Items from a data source
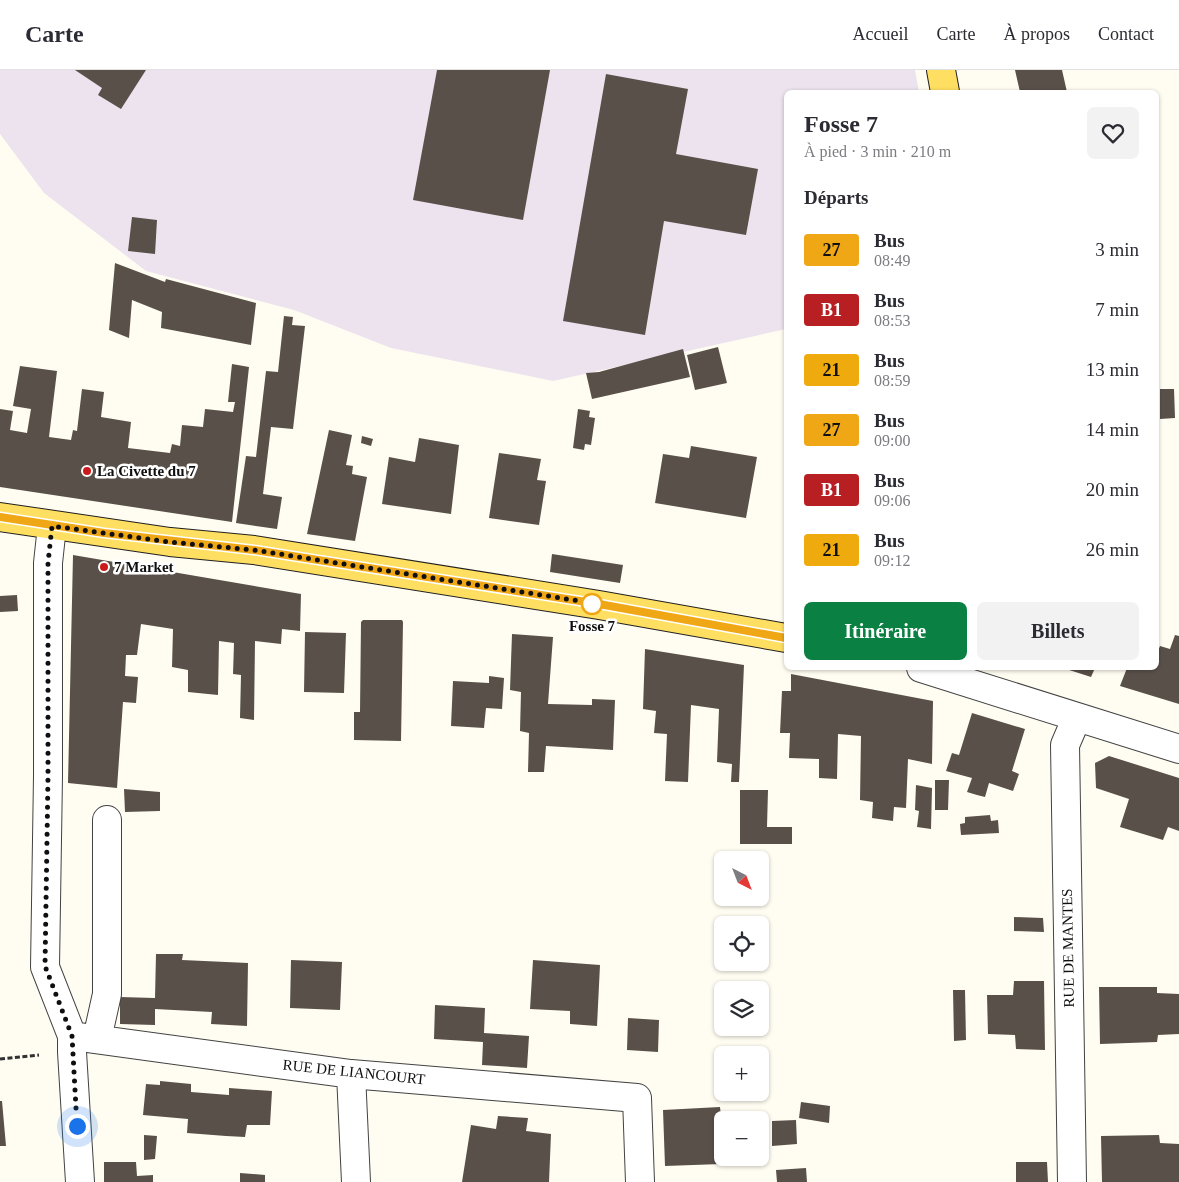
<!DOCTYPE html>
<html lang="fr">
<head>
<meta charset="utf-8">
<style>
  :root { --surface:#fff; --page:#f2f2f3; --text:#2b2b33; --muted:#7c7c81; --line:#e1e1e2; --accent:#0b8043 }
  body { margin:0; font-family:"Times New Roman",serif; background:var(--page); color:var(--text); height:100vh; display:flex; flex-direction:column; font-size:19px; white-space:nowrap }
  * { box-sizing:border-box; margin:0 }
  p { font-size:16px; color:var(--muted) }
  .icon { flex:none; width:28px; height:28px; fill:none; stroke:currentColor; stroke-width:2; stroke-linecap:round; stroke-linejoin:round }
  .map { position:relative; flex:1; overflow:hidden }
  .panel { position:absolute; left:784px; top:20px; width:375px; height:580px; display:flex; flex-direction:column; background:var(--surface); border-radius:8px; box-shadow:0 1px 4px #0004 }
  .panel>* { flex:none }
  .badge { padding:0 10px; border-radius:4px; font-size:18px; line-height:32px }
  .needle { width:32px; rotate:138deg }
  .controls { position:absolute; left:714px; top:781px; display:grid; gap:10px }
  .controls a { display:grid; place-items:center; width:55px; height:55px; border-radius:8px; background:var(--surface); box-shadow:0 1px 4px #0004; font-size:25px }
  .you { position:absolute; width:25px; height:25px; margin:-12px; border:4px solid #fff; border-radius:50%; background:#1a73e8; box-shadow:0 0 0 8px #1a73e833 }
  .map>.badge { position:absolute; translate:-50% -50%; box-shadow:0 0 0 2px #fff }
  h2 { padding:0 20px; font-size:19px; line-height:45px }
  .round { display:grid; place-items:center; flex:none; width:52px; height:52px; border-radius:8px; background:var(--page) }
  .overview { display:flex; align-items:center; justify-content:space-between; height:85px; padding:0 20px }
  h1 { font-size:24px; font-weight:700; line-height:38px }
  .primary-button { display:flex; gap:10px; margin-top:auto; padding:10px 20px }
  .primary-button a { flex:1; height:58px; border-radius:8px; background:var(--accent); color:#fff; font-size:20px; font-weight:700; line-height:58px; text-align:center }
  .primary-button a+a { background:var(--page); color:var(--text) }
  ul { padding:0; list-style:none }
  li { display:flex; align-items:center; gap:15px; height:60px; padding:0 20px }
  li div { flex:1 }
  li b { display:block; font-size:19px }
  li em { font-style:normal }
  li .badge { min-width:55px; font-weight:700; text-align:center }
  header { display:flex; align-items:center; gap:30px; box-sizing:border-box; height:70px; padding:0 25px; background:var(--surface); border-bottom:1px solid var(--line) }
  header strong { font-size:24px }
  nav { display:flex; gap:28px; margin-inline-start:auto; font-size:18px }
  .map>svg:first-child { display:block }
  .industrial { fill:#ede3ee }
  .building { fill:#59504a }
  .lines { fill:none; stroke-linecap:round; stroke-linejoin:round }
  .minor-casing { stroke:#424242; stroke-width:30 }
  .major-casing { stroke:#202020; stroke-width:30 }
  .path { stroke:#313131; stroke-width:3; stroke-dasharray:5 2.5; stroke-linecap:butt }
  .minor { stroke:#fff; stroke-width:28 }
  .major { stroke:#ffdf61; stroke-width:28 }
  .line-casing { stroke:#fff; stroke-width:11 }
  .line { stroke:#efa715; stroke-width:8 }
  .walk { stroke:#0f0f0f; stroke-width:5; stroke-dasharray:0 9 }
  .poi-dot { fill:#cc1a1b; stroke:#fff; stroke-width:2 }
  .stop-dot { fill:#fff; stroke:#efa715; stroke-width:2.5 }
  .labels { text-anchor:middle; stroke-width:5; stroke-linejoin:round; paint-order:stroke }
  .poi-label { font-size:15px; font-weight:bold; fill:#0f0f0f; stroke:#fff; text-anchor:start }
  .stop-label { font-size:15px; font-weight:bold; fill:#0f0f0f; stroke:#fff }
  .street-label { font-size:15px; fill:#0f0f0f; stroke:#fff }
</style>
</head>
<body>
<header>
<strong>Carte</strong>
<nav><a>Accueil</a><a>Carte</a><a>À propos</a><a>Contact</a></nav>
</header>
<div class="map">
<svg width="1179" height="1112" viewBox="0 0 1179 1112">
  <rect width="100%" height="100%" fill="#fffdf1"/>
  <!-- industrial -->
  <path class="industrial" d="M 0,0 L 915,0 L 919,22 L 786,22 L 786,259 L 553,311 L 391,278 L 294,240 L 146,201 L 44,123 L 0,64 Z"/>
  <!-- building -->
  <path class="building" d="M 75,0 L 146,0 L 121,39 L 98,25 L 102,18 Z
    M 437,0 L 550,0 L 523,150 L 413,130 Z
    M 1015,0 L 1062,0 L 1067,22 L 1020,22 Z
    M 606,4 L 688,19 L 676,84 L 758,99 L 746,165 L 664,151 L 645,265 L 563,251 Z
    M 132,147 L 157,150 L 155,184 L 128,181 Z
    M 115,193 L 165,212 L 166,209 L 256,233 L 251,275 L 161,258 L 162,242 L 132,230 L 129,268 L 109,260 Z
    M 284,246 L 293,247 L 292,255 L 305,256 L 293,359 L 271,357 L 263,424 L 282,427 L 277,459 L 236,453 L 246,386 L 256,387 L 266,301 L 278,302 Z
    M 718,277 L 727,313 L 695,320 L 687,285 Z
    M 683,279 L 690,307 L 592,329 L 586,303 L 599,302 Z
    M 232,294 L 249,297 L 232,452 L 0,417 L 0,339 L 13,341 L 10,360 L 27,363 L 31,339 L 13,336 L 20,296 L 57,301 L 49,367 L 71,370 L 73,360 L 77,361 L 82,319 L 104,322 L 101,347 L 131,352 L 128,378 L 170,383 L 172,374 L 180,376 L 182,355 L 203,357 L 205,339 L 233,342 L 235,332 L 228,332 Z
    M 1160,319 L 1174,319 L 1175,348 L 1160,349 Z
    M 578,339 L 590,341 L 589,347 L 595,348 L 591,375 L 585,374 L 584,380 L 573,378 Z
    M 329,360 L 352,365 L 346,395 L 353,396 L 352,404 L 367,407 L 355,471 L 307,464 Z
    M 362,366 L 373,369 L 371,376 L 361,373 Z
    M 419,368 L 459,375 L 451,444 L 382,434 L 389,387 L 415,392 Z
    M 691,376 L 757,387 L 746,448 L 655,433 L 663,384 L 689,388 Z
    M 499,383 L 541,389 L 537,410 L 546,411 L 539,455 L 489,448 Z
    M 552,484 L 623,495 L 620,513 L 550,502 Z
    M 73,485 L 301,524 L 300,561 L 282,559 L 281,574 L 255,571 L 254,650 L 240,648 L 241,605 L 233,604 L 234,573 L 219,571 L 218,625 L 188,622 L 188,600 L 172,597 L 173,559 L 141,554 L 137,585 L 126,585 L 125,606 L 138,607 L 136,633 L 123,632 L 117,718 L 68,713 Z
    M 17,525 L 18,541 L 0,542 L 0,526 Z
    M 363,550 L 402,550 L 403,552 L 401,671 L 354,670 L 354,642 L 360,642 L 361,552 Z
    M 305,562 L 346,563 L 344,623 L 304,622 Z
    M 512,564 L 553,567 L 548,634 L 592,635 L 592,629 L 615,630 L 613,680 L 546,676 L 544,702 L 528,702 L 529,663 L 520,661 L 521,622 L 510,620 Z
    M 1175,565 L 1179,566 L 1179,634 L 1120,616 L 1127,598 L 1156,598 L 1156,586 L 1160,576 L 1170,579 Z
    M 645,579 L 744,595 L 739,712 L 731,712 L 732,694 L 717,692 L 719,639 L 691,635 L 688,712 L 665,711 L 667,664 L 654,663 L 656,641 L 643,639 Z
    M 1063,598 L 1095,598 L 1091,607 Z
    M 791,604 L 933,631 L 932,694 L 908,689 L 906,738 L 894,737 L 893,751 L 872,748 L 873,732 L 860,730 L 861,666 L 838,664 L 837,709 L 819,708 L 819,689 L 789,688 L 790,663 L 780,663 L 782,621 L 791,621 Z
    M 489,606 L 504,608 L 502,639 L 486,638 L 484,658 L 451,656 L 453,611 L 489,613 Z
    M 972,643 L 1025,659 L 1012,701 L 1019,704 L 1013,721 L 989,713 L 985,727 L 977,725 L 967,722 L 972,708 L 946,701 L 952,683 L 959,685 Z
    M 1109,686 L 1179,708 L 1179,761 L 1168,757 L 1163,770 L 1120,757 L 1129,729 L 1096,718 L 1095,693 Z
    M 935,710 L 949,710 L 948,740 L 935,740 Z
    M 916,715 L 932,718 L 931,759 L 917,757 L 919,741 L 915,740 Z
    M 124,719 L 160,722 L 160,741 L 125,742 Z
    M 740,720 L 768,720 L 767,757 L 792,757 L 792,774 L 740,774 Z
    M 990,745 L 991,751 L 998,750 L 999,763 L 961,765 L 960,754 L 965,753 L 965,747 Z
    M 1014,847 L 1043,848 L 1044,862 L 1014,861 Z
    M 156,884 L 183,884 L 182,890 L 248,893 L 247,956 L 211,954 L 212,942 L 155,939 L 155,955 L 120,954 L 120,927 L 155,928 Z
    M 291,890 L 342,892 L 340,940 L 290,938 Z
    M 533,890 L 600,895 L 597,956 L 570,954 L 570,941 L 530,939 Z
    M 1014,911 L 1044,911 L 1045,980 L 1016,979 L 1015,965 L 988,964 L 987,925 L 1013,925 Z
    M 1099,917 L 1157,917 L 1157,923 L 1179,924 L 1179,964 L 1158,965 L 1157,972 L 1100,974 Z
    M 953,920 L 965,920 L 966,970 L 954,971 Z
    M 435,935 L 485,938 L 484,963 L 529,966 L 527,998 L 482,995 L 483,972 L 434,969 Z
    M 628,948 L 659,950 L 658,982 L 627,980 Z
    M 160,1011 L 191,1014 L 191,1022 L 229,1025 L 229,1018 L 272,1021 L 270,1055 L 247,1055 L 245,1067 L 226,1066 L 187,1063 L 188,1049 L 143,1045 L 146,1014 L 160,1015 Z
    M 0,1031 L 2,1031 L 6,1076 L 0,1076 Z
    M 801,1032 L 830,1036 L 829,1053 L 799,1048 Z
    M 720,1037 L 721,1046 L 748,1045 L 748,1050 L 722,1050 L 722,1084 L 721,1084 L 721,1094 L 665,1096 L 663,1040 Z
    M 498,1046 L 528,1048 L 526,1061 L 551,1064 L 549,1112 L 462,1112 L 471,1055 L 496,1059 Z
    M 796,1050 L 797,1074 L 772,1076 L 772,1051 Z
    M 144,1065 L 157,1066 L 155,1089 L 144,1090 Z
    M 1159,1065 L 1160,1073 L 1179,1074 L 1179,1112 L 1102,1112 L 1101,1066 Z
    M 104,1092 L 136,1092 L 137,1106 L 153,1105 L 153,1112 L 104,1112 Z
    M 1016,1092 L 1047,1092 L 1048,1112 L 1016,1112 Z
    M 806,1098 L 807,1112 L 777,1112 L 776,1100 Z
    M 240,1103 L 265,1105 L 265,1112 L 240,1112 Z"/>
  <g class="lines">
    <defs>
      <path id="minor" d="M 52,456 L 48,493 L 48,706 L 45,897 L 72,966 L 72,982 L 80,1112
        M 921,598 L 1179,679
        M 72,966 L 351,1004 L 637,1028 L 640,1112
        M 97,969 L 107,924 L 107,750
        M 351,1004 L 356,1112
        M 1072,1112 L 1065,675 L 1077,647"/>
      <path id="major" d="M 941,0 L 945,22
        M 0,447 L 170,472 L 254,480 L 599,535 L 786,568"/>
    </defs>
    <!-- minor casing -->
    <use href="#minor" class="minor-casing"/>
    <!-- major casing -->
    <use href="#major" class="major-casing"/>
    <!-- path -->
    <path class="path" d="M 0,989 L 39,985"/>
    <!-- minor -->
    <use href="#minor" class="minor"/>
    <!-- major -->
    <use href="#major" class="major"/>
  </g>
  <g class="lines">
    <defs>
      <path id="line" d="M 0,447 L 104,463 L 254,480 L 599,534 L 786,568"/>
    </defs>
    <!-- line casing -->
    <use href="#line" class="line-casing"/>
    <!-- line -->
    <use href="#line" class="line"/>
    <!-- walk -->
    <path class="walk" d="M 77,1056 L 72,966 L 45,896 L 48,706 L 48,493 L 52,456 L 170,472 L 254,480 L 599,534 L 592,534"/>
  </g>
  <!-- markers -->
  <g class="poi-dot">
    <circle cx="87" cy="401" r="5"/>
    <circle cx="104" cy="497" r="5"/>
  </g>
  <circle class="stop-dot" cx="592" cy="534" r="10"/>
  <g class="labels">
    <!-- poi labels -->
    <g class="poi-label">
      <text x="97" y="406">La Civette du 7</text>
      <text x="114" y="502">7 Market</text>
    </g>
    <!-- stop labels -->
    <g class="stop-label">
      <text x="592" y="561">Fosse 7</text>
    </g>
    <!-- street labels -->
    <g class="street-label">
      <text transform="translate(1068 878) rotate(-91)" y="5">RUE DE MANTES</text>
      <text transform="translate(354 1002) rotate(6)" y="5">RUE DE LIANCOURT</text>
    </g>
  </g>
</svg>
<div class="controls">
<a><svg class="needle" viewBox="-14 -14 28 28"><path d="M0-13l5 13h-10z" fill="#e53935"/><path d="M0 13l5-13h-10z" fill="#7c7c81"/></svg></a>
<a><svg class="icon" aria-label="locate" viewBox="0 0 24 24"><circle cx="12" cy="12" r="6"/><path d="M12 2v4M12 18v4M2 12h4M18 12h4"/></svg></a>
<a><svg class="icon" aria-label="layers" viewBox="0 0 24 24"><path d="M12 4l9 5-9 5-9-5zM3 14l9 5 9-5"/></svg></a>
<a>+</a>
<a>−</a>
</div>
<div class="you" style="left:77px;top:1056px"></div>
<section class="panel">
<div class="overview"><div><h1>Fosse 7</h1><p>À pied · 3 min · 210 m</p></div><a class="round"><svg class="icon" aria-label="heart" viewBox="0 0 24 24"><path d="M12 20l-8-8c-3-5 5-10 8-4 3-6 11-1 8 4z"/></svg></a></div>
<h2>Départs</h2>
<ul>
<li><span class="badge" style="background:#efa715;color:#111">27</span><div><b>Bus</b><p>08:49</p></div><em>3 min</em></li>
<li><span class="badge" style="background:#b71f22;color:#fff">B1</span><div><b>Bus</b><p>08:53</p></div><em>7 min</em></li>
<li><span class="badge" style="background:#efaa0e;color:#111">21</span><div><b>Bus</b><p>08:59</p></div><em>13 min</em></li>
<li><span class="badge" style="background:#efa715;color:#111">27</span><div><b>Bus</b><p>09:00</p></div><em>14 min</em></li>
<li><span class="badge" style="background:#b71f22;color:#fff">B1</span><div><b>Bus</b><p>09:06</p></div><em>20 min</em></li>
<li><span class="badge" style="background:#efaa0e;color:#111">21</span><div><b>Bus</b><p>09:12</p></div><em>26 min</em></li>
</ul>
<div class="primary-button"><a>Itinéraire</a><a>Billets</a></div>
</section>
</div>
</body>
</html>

About this task
Report how many lines of the data above hold the string "column". Nothing else belongs in the answer.

Result
2